# Junker Ju87 pilot talking a beautiful woman on wing.



## Snautzer01 (Oct 23, 2014)

Is it me?

Reactions: Like Like:
1 | Like List reactions


----------



## Wurger (Oct 23, 2014)

A nice mantle you bought. Didn't they have man's coats there?


----------



## stona (Oct 23, 2014)

That must be fairly early in the war, probably in France May/July 1940. The trees are in full leaf. The mailed fist was an early emblem of III./St.G 51. 
Cheers
Steve


----------



## Capt. Vick (Oct 23, 2014)

Look! She is actually pretending to be interested!


----------



## Bernhart (Oct 23, 2014)

didn't rudel fly with his girlfriend when he surrenedered?


----------



## Snautzer01 (Oct 24, 2014)

It is Olga Tschechowa visiting the gruppe in Belgium !941


----------



## stona (Oct 29, 2014)

Snautzer01 said:


> It is Olga Tschechowa visiting the gruppe in Belgium !941



Are you sure that's 1941. That emblem was replaced when III/St.G 51 was reformed as Stab II/St.G 1 in July (?) 1940. The later emblem was a Tyrolean eagle. If that's 1941 it would imply that the earlier emblem was longer lived than previously supposed.

I can't make up my mind whether it's her or not 











Cheers

Steve


----------



## Snautzer01 (Oct 29, 2014)

As sure as a caption on a picture for sale can be.


----------



## stona (Oct 29, 2014)

Snautzer01 said:


> As sure as a caption on a picture for sale can be.



I think the date is probably incorrect. The place is definitely wrong as St.G 51 was never based in Belgium. 

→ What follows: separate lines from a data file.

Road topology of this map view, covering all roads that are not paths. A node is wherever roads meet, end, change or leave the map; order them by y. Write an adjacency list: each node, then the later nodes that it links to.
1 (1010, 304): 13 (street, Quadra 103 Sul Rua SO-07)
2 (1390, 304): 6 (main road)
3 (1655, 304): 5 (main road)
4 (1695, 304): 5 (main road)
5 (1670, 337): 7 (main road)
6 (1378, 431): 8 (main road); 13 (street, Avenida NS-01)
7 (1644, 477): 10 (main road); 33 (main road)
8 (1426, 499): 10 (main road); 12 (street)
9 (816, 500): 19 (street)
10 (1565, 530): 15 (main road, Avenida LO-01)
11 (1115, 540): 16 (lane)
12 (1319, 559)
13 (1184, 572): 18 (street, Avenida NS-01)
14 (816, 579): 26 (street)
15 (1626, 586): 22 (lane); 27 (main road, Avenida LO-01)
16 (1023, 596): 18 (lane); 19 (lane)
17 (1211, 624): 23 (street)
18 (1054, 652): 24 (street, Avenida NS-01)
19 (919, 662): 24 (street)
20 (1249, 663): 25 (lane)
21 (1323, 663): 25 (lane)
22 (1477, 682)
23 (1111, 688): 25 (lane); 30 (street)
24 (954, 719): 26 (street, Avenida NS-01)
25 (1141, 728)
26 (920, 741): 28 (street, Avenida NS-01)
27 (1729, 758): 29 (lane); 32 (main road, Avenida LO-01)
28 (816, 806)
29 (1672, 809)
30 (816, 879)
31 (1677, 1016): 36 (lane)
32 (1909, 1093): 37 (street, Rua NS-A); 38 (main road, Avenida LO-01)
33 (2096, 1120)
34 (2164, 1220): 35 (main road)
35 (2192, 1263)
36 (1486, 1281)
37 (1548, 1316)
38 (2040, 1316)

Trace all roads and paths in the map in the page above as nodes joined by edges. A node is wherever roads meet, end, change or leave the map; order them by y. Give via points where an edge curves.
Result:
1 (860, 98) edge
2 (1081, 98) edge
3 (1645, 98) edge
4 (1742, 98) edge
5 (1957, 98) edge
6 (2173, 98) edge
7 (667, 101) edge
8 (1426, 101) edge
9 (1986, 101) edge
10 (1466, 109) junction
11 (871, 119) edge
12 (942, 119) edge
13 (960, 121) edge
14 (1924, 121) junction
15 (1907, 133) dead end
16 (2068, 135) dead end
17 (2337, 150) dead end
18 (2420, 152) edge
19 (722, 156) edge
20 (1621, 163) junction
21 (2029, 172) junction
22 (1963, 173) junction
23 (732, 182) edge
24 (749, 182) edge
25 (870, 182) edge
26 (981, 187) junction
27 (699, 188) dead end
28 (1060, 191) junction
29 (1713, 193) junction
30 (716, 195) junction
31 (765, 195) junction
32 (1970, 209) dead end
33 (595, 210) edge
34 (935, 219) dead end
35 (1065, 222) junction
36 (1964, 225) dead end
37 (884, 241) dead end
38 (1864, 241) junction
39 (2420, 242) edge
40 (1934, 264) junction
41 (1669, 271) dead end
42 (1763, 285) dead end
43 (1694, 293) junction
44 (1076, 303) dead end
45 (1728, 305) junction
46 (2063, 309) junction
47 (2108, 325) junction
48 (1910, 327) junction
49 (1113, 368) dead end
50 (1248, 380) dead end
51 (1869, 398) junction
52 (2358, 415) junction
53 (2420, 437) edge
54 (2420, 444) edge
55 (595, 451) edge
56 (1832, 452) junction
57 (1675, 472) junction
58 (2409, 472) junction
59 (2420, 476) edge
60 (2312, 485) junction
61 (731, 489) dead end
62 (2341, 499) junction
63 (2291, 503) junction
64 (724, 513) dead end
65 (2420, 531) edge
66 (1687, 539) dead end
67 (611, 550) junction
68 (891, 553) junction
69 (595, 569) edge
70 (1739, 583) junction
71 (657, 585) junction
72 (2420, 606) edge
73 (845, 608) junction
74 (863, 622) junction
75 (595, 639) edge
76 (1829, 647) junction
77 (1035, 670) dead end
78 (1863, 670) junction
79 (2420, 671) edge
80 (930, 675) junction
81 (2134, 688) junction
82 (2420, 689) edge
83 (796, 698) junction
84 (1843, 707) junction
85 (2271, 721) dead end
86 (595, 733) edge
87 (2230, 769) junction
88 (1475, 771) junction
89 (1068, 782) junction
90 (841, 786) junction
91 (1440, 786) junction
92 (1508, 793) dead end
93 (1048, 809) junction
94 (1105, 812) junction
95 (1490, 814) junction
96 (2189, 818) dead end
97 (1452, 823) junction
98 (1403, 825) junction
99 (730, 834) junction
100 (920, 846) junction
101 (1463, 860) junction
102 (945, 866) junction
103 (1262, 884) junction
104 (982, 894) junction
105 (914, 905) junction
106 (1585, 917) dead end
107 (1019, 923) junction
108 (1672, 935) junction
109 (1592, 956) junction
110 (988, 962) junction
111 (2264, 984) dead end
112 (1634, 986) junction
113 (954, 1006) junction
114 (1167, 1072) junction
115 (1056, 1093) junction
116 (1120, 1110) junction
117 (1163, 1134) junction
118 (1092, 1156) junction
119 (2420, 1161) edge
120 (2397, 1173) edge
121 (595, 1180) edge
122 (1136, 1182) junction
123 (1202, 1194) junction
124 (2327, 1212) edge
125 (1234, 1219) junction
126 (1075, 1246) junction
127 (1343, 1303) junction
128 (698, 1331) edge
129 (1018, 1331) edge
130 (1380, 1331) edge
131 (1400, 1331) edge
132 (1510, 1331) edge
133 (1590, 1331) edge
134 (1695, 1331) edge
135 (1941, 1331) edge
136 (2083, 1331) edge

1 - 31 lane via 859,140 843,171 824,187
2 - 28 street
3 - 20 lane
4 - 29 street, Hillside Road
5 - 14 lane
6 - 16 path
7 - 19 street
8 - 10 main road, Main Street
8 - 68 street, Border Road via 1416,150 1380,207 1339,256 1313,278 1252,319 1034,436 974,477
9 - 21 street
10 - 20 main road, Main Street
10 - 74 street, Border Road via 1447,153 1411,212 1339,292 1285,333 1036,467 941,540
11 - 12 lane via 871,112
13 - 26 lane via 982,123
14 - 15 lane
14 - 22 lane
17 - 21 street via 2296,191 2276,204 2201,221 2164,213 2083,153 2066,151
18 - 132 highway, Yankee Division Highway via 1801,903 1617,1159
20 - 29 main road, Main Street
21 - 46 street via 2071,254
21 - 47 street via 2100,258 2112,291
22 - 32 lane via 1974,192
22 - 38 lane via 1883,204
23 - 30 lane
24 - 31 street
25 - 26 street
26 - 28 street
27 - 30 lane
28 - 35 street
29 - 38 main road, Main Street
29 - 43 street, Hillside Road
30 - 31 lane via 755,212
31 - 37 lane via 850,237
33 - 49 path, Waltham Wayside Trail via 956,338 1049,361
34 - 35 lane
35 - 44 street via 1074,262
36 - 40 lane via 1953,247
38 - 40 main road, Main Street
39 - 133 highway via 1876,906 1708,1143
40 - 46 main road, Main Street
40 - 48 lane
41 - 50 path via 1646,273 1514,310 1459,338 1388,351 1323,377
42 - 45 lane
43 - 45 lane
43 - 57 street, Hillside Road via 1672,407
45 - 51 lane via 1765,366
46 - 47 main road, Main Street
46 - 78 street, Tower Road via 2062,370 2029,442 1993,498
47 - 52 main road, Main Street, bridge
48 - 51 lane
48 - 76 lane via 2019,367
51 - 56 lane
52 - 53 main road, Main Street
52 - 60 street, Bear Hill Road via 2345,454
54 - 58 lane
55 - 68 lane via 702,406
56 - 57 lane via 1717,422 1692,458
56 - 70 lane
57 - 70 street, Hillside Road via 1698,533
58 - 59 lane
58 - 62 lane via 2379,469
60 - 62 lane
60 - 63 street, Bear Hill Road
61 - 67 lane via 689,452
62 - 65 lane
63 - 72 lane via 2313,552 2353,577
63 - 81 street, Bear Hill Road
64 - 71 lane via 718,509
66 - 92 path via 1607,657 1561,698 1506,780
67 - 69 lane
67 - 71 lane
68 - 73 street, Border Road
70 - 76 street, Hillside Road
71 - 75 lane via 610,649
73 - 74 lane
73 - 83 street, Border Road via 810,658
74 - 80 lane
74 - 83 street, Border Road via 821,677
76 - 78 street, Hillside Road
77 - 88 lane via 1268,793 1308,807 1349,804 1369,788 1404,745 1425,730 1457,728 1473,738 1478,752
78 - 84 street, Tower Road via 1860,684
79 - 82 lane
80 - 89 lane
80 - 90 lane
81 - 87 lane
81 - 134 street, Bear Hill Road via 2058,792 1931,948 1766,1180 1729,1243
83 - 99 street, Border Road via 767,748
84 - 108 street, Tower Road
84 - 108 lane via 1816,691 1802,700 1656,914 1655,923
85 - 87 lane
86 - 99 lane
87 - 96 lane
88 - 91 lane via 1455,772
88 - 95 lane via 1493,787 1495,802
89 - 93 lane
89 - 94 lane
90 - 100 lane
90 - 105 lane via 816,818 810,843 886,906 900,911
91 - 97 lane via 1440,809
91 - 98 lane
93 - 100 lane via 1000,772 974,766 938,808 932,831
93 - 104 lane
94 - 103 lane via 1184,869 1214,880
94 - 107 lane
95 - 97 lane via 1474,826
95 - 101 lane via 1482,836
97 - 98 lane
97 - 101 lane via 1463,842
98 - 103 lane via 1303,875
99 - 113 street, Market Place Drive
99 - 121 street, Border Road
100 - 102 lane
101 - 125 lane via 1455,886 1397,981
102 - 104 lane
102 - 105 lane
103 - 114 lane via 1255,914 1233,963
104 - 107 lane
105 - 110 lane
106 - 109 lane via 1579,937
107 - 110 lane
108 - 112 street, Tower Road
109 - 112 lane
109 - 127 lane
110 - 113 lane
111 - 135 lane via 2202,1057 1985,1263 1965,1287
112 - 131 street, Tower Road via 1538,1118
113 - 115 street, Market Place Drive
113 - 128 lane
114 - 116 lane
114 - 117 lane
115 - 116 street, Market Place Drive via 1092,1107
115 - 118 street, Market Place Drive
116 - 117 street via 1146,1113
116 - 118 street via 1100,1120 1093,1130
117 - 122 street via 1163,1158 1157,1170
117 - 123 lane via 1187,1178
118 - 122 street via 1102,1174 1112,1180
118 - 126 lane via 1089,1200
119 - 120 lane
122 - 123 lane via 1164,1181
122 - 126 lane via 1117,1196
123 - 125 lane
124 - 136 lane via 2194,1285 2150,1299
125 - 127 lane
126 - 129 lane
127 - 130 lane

Whether that's Chekhova or not I don't know. Anthony Beevor has written a book about her and her associates, particularly her brother, and their exploits during the war.

Cheers

Steve


----------



## Wayne Little (Oct 30, 2014)

nice shot....


----------



## Gnomey (Oct 31, 2014)

Nice shot! Thanks for sharing.


----------



## Snautzer01 (Apr 12, 2015)



Reactions: Like Like:
1 | Like List reactions


----------



## stona (Apr 12, 2015)

Now I think that is the lovely Olga 

Cheers

Steve


----------



## Wurger (Apr 12, 2015)




----------



## michaelmaltby (Apr 12, 2015)

wonderful - sizzling - eye contact


----------



## vikingBerserker (Apr 12, 2015)

Well I have never tried this approach to picking up a woman before, now to get my hands on a Ju-87.................


----------